*** DATASET ENTRIES ***

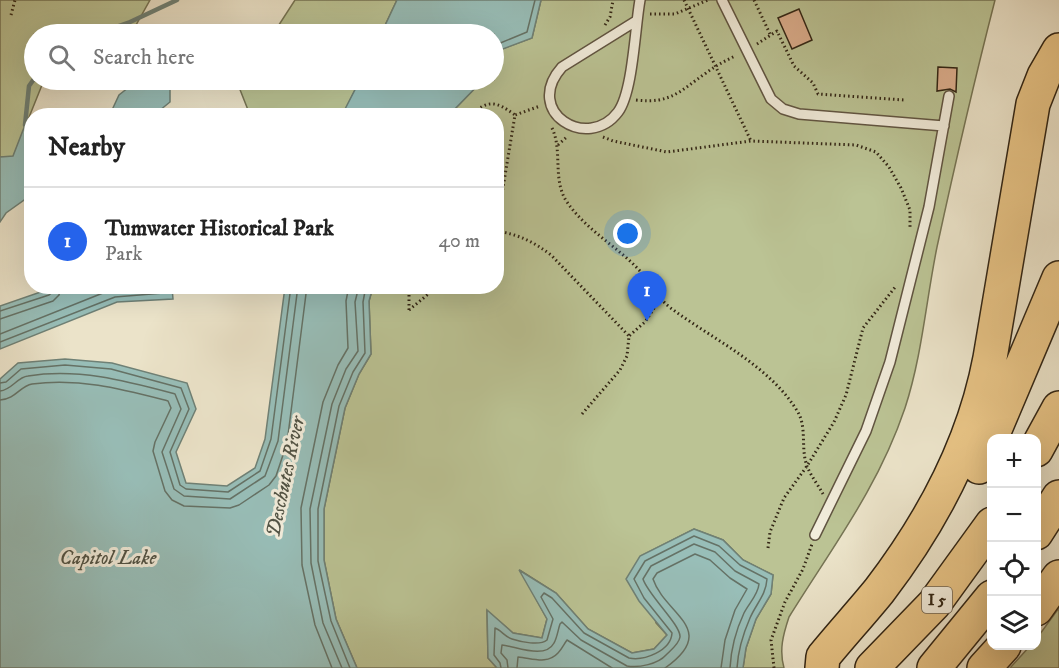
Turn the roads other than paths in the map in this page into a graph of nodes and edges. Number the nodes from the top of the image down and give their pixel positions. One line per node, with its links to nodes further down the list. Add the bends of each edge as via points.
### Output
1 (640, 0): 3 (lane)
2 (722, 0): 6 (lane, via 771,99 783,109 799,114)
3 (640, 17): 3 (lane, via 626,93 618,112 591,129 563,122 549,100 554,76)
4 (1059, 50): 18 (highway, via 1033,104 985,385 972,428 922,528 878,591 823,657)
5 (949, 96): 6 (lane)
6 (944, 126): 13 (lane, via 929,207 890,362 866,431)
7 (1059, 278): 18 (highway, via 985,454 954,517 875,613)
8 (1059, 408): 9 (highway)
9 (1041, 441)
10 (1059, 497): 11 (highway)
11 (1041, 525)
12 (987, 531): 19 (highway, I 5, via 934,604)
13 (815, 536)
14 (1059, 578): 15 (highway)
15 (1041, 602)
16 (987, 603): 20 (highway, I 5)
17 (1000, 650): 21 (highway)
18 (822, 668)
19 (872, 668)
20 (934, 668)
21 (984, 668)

*** End of DATASET ENTRIES ***
*** DATASET ENTRIES ***

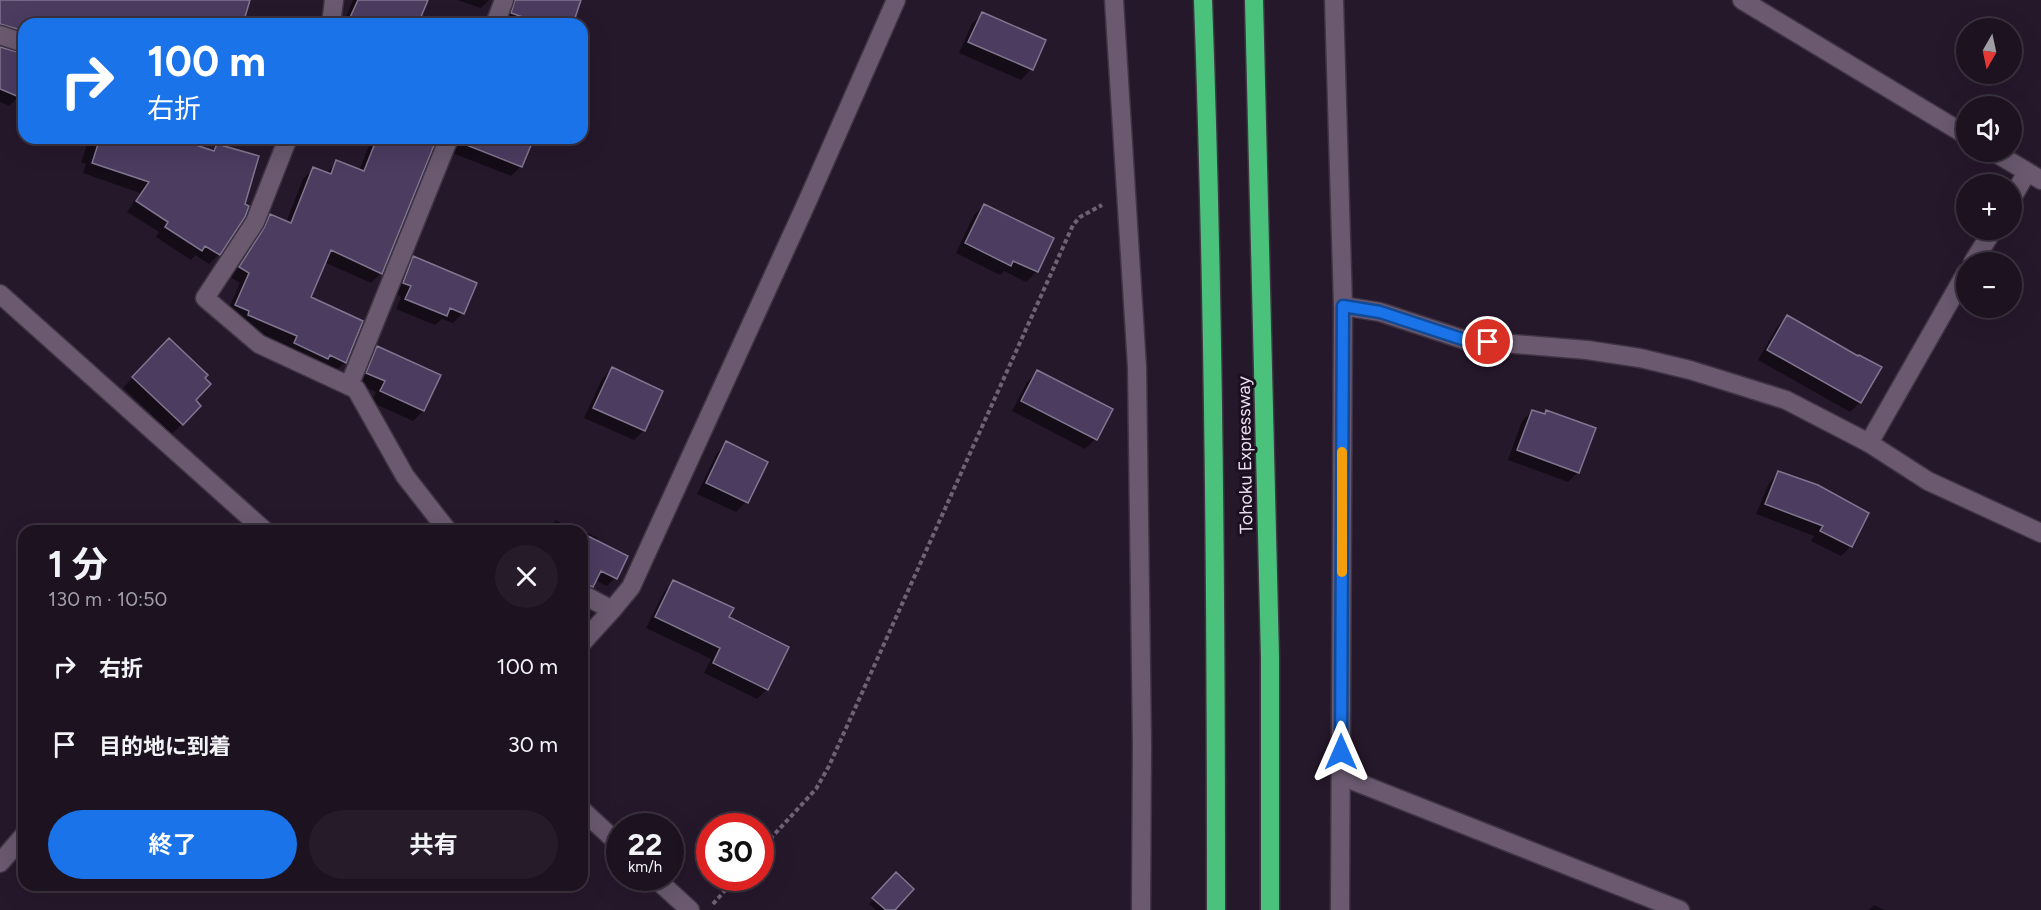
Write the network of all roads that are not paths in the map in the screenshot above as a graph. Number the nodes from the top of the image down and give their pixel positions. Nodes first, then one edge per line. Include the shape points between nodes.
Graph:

*** End of DATASET ENTRIES ***

* [WHAT TO DO]
Pull out all lines containing the word "give" from the entries above.

* [RESULT BELOW]
Turn the roads other than paths in the map in this page into a graph of nodes and edges. Number the nodes from the top of the image down and give their pixel positions. One line per node, with its links to nodes further down the list. Add the bends of each edge as via points.
Write the network of all roads that are not paths in the map in the screenshot above as a graph. Number the nodes from the top of the image down and give their pixel positions. Nodes first, then one edge per line. Include the shape points between nodes.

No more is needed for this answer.